Only lines that contain the word "dead" belong in the answer; copy them from the records below.

▼

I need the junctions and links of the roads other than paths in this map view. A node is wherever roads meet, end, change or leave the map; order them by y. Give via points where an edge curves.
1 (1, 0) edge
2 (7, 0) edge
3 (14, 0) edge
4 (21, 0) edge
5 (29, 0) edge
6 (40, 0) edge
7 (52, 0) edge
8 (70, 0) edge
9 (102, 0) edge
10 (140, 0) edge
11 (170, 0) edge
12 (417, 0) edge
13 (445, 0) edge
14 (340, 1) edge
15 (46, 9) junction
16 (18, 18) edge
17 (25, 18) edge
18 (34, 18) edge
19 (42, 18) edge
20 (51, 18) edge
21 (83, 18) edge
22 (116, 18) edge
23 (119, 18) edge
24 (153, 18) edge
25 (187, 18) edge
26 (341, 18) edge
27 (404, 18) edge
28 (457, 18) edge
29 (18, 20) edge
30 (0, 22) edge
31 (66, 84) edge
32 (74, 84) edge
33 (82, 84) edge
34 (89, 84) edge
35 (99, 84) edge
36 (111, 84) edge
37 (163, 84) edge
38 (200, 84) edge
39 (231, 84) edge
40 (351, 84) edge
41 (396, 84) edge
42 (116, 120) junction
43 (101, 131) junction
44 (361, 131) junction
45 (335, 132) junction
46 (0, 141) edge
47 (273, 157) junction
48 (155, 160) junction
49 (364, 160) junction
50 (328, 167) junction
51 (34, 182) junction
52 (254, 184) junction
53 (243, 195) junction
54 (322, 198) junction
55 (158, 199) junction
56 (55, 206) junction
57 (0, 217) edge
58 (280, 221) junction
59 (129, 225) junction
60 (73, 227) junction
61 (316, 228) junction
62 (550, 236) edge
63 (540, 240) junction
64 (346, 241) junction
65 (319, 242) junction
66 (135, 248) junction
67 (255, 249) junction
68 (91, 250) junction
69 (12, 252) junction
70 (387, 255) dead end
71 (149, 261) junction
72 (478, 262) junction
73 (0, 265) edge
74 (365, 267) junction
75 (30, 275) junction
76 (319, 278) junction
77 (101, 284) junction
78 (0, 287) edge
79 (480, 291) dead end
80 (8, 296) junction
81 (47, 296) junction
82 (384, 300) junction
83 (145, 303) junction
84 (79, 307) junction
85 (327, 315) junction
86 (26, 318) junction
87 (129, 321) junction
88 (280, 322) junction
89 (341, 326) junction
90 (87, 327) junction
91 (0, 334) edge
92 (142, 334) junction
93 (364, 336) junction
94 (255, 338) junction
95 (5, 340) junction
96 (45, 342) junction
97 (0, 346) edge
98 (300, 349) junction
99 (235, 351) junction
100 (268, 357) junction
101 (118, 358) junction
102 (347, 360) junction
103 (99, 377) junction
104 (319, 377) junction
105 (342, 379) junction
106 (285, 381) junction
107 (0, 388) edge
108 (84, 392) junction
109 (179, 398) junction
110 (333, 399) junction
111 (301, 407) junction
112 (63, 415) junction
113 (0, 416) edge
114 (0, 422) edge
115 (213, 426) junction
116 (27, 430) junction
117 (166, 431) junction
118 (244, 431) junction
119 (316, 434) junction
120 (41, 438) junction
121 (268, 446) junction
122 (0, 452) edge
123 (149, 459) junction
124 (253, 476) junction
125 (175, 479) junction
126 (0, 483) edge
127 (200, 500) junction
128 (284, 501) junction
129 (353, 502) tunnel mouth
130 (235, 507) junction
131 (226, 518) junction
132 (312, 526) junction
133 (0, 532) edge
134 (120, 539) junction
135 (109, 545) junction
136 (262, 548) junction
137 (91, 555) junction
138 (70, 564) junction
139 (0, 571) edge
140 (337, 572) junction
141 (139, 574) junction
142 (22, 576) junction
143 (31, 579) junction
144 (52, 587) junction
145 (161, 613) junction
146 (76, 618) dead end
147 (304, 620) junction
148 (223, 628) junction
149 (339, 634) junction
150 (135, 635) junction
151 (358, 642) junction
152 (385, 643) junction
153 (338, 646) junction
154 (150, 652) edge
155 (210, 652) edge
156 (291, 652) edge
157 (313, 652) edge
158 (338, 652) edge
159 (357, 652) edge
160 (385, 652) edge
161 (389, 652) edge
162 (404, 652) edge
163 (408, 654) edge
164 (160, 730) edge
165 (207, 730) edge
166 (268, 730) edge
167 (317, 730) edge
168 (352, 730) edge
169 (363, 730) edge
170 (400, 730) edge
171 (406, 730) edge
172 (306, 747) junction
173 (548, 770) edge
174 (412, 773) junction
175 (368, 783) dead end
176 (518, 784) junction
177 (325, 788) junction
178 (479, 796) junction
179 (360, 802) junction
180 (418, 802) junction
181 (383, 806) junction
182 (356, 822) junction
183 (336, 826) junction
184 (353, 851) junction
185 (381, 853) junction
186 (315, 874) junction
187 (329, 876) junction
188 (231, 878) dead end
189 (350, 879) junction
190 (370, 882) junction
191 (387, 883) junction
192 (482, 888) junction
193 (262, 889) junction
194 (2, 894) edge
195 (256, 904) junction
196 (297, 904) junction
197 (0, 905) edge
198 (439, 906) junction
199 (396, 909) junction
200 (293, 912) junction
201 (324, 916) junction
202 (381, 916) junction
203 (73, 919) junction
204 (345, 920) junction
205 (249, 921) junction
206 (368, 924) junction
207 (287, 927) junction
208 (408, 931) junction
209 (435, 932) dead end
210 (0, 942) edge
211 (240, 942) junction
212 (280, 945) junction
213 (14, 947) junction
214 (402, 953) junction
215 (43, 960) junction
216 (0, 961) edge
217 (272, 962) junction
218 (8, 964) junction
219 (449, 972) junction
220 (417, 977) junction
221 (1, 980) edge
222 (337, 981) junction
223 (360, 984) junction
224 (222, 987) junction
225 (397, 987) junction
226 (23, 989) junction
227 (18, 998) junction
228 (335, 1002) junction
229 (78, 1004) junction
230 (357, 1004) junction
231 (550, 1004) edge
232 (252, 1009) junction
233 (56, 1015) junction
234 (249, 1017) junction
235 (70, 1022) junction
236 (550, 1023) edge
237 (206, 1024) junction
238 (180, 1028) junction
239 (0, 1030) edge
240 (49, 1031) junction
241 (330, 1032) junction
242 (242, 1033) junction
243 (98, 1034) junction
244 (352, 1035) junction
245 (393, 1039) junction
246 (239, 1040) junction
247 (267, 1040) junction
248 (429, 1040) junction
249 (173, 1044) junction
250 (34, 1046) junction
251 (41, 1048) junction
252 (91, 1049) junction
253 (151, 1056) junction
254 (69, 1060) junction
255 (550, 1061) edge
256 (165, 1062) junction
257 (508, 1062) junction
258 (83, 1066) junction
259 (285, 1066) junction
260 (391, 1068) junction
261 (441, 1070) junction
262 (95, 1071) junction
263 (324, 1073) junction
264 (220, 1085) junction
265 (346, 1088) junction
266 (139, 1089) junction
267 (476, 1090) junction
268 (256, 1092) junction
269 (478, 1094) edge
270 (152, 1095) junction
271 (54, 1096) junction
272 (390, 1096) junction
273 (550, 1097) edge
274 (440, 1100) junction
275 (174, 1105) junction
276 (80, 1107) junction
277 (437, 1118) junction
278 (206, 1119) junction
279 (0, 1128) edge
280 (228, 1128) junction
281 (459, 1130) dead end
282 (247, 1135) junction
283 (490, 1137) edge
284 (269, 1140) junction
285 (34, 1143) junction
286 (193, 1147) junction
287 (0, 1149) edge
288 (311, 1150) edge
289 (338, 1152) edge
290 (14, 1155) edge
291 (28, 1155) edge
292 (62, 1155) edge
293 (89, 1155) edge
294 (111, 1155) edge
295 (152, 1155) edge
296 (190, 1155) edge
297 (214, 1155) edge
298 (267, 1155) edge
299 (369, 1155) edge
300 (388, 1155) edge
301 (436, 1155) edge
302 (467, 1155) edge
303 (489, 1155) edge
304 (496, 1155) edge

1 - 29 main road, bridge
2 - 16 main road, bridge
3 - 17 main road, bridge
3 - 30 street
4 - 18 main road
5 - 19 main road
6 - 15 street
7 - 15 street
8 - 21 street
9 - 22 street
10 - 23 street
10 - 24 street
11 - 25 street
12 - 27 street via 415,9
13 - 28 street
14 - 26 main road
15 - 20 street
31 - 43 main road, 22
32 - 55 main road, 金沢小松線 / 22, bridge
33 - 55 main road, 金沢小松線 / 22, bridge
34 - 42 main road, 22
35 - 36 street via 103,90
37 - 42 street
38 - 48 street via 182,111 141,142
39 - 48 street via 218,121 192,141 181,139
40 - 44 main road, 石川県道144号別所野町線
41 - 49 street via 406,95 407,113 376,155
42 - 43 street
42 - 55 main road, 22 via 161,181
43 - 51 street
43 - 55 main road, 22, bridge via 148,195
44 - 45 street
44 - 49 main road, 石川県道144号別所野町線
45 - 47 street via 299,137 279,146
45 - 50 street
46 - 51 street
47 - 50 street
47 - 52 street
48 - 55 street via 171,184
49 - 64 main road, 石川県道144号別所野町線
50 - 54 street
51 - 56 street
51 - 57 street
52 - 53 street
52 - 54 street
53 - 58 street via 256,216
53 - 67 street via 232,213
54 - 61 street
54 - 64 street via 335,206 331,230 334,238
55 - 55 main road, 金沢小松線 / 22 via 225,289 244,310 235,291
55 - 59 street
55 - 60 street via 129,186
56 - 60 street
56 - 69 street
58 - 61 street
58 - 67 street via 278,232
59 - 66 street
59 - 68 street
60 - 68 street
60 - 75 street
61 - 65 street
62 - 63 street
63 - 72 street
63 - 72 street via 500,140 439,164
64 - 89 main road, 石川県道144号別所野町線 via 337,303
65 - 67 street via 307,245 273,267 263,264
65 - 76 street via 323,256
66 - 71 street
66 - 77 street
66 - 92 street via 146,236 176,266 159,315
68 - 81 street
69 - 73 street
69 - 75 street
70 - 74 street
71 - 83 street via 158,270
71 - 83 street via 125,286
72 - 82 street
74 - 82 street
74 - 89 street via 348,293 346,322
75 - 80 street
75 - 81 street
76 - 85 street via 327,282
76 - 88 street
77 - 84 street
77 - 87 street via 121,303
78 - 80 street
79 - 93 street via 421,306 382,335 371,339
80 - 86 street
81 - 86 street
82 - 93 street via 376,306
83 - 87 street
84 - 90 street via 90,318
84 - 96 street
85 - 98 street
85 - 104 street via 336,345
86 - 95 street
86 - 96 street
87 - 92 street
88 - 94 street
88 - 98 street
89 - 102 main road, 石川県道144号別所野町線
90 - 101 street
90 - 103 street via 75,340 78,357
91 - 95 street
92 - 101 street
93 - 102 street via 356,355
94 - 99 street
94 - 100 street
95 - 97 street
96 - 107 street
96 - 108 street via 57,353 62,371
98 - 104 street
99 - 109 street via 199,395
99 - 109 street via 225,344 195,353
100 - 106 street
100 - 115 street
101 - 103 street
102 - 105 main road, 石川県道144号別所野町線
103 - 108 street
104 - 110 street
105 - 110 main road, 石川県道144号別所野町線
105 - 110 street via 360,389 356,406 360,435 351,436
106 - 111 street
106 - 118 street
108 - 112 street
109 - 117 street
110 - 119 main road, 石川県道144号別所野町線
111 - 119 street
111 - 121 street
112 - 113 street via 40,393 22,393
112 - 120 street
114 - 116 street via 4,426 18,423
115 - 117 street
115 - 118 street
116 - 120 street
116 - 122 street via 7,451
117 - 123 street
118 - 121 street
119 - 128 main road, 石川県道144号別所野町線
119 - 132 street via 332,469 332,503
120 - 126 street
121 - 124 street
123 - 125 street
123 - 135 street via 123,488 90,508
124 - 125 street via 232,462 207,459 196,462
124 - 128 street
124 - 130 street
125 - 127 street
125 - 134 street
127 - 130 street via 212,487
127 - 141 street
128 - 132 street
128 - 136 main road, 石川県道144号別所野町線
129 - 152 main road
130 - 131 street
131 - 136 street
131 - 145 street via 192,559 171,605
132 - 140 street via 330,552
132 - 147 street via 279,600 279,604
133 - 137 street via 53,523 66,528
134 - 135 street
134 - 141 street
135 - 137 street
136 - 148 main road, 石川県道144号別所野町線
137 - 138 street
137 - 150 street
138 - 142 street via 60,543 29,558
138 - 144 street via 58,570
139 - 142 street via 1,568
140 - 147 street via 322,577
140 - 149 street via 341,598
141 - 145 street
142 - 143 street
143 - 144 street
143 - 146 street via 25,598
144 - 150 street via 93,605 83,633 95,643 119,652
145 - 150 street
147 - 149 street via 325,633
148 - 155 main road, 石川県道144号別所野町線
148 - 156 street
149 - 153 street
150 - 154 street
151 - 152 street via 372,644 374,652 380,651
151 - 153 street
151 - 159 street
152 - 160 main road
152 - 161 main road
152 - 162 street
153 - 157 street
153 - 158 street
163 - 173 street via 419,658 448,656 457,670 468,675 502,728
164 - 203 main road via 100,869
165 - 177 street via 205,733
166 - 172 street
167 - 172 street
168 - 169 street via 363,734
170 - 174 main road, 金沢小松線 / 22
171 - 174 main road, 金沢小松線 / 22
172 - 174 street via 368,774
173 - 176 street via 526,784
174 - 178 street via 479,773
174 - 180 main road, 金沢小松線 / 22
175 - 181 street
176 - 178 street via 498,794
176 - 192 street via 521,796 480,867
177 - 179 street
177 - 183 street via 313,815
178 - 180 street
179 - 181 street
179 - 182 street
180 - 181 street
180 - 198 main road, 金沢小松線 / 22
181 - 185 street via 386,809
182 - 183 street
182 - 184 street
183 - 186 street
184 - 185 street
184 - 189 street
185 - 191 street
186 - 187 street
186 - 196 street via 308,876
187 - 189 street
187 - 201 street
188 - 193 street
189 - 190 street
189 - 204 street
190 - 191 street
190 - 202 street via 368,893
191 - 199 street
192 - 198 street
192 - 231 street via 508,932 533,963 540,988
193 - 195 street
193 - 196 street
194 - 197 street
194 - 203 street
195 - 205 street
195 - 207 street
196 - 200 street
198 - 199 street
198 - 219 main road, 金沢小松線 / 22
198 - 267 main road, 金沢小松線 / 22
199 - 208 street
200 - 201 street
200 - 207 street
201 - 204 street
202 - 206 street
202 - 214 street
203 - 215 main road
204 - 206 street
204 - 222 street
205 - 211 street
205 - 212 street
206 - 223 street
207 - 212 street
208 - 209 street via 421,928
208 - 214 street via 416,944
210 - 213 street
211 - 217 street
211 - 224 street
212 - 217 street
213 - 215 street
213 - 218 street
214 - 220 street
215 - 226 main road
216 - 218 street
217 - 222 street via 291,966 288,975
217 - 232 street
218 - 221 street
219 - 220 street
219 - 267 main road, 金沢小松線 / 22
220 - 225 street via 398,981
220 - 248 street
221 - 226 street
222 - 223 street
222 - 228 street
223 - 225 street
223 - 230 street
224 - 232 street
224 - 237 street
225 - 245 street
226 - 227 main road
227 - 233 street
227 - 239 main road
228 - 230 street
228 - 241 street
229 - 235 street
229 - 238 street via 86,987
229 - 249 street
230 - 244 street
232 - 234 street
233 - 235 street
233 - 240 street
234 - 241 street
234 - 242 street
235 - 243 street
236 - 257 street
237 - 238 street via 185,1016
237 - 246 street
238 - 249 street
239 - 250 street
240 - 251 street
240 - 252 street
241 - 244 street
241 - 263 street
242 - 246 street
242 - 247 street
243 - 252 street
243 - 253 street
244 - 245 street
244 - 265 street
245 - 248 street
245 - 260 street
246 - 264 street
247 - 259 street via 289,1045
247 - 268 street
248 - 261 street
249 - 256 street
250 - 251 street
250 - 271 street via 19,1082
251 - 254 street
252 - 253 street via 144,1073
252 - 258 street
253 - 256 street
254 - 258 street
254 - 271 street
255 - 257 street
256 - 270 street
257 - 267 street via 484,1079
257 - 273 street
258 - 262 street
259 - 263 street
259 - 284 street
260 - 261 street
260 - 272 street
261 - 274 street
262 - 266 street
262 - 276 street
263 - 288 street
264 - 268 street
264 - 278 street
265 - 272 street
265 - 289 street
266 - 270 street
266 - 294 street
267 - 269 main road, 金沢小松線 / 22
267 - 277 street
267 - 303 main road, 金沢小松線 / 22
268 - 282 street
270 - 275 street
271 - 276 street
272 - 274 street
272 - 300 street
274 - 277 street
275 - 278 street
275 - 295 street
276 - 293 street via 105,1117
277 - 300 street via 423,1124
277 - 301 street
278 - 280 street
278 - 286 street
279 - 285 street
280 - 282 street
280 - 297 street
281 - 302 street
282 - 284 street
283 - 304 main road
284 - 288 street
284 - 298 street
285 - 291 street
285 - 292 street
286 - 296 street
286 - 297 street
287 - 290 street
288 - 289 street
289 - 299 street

▲

- _FINISHED EXERCISE_:
70 (387, 255) dead end
79 (480, 291) dead end
146 (76, 618) dead end
175 (368, 783) dead end
188 (231, 878) dead end
209 (435, 932) dead end
281 (459, 1130) dead end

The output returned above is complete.